Entries taken from a collection
----
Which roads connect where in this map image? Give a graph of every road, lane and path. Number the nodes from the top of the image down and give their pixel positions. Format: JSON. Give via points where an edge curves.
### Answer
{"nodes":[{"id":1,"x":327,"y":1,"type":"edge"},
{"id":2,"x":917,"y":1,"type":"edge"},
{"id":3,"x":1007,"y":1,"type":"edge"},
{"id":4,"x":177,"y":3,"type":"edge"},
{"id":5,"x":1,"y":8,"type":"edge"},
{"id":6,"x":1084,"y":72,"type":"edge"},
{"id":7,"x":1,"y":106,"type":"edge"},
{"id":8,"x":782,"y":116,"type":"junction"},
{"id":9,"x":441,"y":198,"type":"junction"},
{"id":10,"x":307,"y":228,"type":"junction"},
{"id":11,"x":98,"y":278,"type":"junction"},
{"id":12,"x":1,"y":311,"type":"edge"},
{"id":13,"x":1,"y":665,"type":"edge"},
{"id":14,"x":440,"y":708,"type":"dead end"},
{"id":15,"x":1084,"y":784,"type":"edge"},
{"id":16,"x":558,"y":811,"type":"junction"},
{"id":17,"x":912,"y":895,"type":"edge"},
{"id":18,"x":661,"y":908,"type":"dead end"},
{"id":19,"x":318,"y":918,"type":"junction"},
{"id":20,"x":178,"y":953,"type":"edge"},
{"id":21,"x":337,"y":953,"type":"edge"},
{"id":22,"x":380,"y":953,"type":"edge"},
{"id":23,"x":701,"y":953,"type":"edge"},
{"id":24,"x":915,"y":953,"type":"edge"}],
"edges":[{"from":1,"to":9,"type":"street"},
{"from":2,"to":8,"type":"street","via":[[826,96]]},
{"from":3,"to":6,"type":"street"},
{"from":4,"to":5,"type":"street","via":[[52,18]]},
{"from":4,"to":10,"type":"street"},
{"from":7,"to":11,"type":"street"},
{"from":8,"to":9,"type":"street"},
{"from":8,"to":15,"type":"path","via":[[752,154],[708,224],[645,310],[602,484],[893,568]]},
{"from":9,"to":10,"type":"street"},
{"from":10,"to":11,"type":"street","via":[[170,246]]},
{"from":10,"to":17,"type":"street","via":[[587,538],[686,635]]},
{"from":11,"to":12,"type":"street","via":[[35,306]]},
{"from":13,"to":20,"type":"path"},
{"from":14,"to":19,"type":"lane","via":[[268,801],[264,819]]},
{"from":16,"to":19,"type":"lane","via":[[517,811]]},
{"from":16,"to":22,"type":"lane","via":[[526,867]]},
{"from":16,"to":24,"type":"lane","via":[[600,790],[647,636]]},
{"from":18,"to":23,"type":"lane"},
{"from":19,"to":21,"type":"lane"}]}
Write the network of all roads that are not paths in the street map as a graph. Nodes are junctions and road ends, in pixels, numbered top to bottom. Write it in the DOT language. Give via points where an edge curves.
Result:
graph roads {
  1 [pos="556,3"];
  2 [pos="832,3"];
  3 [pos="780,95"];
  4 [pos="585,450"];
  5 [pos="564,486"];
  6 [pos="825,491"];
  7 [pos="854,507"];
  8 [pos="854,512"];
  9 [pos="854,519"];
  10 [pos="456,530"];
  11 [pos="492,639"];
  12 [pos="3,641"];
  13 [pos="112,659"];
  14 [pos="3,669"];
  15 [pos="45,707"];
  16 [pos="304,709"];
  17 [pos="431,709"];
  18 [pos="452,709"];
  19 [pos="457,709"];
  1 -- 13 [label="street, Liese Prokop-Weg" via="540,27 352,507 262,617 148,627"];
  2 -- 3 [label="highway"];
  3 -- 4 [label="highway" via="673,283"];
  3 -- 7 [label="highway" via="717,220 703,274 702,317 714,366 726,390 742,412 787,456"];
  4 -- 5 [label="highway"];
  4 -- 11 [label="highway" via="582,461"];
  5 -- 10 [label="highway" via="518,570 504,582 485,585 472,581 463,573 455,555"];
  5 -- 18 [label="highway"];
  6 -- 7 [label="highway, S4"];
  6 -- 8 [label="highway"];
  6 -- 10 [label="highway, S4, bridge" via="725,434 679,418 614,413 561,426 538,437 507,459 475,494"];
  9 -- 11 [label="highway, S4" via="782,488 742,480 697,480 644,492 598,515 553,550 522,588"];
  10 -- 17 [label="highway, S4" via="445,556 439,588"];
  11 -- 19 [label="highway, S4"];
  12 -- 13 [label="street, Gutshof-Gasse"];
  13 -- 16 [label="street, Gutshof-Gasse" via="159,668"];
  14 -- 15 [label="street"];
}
----
Only the lines that contain the string "curves" should be copied from the entries above.

Which roads connect where in this map image? Give a graph of every road, lane and path. Number the nodes from the top of the image down and give their pixel positions. Format: JSON. Give via points where an edge curves.
Write the network of all roads that are not paths in the street map as a graph. Nodes are junctions and road ends, in pixels, numbered top to bottom. Write it in the DOT language. Give via points where an edge curves.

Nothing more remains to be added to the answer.